Commonplace Book – Pages: 140-141
- “I was born on April 21, 1729 (forty-two years ago) at Stettin in Pomerania…My mother almost died in bringing me into the world and it took her 19 irksome weeks to recover.”
- Catherine’s wet-nurse was the wife of a Prussian soldier – “19, gay, pretty”
- “I was placed in the care of a lady who was the widow of ‘Herr von Hohendorf”…showed little sense regarding my mother”; very abrupt; “fond of raising her voice”
- Magdeleine Cardel: Placed in her care at 2 yrs old; French refugee; sycophantic and obsequious disposition; slightly false; “took great care…to gain approval of herself.”
- Catherine becomes secretive for her age.
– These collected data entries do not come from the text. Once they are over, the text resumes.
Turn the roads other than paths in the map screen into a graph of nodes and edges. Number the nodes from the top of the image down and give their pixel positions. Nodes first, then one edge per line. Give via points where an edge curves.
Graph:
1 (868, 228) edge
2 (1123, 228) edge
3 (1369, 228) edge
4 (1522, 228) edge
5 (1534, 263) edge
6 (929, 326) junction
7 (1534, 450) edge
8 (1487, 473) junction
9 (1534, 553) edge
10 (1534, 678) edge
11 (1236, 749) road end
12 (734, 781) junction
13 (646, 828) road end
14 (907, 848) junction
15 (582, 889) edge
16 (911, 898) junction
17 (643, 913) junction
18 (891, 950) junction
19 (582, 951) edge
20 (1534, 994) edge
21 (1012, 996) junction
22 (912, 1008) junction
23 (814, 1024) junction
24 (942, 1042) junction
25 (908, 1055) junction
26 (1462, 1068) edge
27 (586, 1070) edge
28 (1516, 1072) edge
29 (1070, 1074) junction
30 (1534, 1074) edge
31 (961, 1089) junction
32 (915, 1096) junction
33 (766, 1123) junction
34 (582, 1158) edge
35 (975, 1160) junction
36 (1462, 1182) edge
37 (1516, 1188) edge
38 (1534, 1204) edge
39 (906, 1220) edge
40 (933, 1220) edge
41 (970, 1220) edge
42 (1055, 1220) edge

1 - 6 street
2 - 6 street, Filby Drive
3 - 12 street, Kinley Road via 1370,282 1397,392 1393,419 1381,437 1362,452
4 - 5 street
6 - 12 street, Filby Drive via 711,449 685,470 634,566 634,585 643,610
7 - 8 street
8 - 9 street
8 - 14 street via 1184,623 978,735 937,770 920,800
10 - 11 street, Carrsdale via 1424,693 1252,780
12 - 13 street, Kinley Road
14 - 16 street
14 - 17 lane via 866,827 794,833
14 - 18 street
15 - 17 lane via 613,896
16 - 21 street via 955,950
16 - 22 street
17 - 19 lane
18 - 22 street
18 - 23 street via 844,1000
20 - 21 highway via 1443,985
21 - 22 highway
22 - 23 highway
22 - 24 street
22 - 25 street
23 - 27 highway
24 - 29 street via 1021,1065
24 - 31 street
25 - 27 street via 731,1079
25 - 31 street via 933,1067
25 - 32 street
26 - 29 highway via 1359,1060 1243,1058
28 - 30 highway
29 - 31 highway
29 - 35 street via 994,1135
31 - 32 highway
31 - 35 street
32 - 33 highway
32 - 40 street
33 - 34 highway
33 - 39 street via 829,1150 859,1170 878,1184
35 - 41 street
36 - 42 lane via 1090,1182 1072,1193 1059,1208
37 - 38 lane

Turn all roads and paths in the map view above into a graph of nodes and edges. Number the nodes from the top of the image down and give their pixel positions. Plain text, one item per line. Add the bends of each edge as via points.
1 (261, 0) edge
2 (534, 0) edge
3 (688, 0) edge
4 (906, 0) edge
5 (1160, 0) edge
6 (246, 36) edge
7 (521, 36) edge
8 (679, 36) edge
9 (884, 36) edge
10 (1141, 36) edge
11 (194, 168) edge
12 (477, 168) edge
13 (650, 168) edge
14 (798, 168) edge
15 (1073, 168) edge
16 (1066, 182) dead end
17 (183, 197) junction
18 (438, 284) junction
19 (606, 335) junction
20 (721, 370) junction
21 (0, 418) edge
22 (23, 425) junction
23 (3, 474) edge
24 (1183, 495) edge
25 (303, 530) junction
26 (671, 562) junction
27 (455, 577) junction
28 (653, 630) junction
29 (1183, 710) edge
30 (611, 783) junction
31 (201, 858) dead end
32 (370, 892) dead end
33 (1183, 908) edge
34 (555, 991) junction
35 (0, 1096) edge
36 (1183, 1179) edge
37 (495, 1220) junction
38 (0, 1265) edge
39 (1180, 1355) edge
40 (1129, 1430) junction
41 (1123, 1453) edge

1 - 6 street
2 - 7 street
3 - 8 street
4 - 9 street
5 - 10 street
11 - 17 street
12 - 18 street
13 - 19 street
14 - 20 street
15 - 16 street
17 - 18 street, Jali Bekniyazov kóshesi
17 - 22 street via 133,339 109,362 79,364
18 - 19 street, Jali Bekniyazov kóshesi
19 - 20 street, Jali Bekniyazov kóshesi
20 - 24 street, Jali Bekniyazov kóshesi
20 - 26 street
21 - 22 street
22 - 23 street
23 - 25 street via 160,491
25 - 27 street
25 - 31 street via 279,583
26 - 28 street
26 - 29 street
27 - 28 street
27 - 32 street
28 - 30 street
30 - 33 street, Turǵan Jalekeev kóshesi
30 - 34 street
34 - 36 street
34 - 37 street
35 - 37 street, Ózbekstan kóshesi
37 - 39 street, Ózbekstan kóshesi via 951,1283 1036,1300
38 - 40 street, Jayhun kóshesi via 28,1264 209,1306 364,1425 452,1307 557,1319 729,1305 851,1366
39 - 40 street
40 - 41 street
Her mother has a son, 18 months after her birth.
- 3 yrs old: “My father and mother took me to visit my grandmother in Hamburg” (this was her maternal grandmother, the Duchess of Holstein-Gottorp, born Albertine-Frederique of Baden-Durlach, who after the death of her husband, the Lutheran Bishop of Lubeck, resided usually in Hamburg.) The only thing she remembers from this trip is seeing a German opera and crying loudly after seeing the actress cry.
- 4 yrs old: Magdeleine Cardel marries a lawyer named Colhard. Catherine is place in the care of Cardel’s younger sister, Elizabeth.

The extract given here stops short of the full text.